Go through the lines below and copy any that hold the string "QUINTA".

Excerpts from a dataset >>
# # # #

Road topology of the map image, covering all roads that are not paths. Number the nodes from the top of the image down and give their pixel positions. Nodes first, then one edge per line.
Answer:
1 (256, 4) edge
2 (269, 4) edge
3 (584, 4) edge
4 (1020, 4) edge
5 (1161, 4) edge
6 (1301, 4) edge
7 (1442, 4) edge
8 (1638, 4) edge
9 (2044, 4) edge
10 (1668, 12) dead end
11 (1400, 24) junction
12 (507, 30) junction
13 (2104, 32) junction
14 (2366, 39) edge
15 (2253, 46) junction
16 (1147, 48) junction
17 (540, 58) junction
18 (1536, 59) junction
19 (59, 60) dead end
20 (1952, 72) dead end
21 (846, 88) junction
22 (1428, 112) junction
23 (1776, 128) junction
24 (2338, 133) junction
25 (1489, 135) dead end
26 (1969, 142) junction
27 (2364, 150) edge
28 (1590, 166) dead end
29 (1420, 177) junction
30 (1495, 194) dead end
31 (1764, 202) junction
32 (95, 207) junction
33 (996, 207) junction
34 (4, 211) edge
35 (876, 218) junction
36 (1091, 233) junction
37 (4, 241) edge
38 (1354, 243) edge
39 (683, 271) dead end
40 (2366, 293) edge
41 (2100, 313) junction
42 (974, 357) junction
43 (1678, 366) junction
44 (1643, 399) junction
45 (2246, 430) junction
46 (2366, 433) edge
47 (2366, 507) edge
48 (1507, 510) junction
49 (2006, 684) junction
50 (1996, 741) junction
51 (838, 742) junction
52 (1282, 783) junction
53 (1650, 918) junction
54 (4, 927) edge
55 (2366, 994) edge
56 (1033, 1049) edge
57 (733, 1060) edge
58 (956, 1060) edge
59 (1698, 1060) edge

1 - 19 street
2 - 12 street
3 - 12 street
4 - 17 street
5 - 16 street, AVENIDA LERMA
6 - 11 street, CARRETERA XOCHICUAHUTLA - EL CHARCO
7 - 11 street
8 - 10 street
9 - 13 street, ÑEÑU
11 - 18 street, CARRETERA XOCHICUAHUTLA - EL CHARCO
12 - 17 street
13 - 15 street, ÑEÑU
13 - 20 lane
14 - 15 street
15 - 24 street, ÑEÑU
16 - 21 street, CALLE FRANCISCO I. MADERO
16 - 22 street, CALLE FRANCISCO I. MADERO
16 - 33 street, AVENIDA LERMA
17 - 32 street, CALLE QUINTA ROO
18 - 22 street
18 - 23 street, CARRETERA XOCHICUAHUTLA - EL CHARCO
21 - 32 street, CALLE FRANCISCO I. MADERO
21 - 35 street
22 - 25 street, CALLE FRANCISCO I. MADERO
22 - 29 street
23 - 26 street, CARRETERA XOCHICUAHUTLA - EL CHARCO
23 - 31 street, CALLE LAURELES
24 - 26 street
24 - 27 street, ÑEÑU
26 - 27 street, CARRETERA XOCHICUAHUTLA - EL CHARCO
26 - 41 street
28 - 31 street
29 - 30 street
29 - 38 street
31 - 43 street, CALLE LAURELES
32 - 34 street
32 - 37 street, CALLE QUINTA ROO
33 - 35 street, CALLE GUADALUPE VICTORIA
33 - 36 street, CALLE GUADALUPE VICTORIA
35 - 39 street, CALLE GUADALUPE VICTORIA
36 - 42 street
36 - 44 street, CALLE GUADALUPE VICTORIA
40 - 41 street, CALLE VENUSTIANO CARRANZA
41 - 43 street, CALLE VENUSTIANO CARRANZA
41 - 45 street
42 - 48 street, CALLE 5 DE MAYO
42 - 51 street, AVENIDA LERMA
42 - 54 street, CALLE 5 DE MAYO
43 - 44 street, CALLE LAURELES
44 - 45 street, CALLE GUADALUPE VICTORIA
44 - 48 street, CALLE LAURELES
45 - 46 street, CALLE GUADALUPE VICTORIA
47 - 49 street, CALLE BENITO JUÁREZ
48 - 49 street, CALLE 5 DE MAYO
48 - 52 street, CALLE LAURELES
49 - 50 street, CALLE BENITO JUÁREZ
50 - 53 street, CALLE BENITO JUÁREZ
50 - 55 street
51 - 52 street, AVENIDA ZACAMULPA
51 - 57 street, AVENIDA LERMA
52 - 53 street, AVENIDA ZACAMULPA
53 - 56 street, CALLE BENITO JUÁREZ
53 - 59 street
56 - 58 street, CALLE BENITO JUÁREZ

# # # #

THE ANSWER >>
17 - 32 street, CALLE QUINTA ROO
32 - 37 street, CALLE QUINTA ROO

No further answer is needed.